» **Your task**:
Go through the data and copy each line where the string "ROGERS" appears.

[Dataset entries]

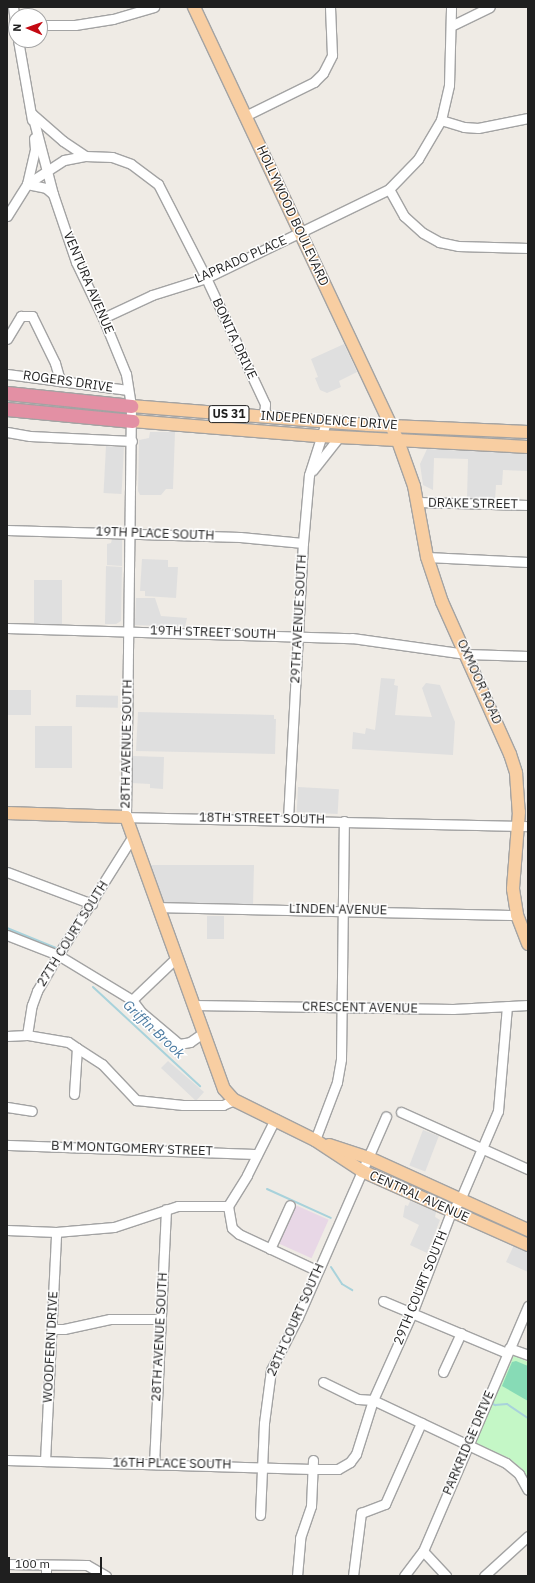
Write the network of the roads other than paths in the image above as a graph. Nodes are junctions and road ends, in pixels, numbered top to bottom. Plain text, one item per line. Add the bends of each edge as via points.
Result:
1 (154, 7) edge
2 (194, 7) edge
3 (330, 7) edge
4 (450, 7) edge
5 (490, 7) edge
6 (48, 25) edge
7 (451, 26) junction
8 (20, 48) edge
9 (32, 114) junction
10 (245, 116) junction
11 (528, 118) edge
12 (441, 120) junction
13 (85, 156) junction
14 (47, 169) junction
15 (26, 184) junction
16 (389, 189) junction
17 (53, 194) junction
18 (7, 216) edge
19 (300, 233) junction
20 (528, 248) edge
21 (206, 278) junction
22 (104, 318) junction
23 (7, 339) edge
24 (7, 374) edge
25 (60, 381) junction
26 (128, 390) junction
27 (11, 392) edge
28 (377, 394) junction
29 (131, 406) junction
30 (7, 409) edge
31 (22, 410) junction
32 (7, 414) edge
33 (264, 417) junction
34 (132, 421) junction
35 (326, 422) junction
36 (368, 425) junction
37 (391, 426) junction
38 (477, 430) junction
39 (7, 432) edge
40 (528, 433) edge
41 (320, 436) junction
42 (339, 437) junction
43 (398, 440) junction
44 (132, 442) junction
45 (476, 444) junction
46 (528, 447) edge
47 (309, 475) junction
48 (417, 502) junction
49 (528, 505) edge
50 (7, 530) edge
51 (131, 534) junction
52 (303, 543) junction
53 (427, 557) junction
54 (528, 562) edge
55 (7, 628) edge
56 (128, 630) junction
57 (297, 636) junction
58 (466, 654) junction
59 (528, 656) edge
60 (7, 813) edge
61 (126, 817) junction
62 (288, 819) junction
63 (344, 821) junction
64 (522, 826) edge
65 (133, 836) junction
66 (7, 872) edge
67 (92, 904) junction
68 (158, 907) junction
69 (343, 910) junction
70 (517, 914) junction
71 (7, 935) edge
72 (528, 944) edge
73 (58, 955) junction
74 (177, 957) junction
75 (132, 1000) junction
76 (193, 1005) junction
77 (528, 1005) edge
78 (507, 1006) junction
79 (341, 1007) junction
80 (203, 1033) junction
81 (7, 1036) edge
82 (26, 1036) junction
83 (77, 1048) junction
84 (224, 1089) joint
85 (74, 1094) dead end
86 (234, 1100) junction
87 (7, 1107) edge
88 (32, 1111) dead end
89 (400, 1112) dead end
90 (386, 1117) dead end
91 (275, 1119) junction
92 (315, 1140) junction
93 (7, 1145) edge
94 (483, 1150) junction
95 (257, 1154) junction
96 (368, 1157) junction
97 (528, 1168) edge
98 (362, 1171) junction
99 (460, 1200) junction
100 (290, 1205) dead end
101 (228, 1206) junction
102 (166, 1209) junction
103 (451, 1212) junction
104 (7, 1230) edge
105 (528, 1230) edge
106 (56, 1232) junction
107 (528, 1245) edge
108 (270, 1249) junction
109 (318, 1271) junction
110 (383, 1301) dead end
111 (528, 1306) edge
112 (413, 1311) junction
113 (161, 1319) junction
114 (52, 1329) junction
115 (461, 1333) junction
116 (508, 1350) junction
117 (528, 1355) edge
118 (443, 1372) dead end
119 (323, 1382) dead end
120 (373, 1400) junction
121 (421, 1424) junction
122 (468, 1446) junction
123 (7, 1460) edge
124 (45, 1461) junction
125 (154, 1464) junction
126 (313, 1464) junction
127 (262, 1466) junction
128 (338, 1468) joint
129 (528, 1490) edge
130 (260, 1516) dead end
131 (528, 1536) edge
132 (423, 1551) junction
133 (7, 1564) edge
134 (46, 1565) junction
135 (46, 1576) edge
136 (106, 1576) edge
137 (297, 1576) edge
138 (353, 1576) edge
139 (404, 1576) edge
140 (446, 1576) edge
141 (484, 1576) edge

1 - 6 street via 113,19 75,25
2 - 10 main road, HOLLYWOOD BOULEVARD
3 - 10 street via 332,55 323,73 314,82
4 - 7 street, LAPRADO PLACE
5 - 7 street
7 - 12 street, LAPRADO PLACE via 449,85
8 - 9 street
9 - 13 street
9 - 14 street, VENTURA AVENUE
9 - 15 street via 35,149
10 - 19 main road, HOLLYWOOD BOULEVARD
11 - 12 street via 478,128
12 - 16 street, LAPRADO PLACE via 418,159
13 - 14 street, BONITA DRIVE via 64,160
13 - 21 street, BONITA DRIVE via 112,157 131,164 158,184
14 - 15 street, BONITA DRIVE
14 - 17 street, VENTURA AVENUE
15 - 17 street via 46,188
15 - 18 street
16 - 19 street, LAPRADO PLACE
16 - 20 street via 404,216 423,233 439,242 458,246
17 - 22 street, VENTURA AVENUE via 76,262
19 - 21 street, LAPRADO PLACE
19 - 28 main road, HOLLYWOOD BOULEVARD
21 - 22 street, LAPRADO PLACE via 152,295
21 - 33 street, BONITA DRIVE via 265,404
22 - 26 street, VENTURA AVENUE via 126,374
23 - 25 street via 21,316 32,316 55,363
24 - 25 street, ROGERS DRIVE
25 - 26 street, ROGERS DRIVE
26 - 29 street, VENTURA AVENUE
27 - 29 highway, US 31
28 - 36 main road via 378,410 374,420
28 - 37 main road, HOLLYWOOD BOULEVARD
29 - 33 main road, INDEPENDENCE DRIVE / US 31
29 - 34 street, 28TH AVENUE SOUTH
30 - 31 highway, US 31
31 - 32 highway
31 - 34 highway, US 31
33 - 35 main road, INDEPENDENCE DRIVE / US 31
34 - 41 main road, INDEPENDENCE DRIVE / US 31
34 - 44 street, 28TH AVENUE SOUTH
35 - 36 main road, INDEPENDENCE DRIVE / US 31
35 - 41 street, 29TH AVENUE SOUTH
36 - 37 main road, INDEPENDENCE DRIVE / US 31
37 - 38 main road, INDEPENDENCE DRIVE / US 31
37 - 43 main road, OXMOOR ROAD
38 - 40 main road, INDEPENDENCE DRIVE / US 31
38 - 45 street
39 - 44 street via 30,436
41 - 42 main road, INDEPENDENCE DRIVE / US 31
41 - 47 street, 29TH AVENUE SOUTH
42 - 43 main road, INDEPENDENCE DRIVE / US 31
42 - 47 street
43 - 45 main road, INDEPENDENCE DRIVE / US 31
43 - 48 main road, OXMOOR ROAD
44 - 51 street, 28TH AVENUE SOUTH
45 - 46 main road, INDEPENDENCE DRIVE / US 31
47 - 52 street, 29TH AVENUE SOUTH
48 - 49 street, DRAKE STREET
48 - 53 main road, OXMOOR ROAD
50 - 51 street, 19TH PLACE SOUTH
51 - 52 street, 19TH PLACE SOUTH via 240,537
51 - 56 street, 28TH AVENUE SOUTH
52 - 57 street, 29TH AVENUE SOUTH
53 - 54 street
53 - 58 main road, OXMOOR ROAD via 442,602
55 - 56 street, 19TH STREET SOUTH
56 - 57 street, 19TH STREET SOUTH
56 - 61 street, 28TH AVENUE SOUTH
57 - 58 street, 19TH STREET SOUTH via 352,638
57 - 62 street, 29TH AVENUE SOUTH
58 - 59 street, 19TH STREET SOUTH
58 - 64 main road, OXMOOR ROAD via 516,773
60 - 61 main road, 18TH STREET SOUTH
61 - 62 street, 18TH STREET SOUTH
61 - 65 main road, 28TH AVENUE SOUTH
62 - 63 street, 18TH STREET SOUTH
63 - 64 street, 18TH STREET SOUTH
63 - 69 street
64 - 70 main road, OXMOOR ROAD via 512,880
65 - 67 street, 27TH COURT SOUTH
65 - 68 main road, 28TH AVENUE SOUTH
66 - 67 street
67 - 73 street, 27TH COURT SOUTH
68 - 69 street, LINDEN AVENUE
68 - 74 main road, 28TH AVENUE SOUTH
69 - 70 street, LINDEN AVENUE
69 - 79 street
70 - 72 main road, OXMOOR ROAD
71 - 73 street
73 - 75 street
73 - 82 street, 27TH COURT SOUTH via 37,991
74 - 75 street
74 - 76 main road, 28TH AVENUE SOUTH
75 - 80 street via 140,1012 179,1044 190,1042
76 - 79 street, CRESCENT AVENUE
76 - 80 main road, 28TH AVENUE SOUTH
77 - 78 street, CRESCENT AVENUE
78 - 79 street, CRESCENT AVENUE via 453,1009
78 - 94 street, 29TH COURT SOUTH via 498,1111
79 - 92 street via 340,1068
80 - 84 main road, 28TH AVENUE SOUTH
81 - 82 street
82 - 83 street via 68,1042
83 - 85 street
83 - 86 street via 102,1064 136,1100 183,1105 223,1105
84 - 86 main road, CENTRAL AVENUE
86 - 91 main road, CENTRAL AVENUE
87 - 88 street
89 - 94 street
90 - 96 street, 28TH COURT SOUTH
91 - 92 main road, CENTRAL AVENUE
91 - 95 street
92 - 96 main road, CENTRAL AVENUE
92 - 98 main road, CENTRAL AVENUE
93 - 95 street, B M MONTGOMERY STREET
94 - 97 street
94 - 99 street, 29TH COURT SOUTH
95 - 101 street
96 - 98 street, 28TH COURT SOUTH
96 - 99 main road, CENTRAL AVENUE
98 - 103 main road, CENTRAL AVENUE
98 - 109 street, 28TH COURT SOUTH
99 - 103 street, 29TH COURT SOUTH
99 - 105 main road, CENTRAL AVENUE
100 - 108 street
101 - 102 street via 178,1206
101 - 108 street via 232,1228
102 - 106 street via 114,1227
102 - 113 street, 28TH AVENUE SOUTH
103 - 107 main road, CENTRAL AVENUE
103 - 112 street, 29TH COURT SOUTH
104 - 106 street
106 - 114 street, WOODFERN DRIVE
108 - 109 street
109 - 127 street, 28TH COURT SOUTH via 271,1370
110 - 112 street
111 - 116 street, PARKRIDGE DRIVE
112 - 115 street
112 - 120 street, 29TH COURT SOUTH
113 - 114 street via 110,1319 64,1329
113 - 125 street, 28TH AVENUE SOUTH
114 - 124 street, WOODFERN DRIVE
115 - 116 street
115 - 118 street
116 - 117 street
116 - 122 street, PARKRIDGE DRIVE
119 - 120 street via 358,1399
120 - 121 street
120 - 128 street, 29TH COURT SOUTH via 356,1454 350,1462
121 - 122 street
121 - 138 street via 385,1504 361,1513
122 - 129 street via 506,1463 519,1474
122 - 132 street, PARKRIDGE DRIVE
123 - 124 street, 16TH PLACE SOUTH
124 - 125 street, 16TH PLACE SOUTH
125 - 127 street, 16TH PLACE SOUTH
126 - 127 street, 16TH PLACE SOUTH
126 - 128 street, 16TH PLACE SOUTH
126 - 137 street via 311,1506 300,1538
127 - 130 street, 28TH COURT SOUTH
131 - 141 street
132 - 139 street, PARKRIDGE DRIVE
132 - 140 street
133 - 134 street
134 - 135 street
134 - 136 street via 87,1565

==

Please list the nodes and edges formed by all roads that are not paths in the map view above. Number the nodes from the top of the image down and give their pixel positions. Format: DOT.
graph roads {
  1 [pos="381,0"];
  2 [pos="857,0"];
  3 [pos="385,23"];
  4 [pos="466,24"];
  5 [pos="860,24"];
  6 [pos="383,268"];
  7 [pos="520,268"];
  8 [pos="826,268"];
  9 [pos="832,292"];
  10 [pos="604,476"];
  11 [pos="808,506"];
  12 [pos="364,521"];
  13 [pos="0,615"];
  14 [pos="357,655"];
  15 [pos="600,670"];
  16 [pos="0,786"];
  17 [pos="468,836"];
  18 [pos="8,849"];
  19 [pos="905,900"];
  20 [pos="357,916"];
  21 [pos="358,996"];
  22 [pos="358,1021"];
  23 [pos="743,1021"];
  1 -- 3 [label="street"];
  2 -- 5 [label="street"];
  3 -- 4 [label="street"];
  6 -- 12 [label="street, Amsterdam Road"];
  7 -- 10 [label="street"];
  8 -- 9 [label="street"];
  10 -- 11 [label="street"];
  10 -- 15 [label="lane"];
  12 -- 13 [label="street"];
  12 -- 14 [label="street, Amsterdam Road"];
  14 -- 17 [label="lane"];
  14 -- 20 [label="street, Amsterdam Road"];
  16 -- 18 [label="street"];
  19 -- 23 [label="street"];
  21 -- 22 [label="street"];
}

» **The completed task**:
24 - 25 street, ROGERS DRIVE
25 - 26 street, ROGERS DRIVE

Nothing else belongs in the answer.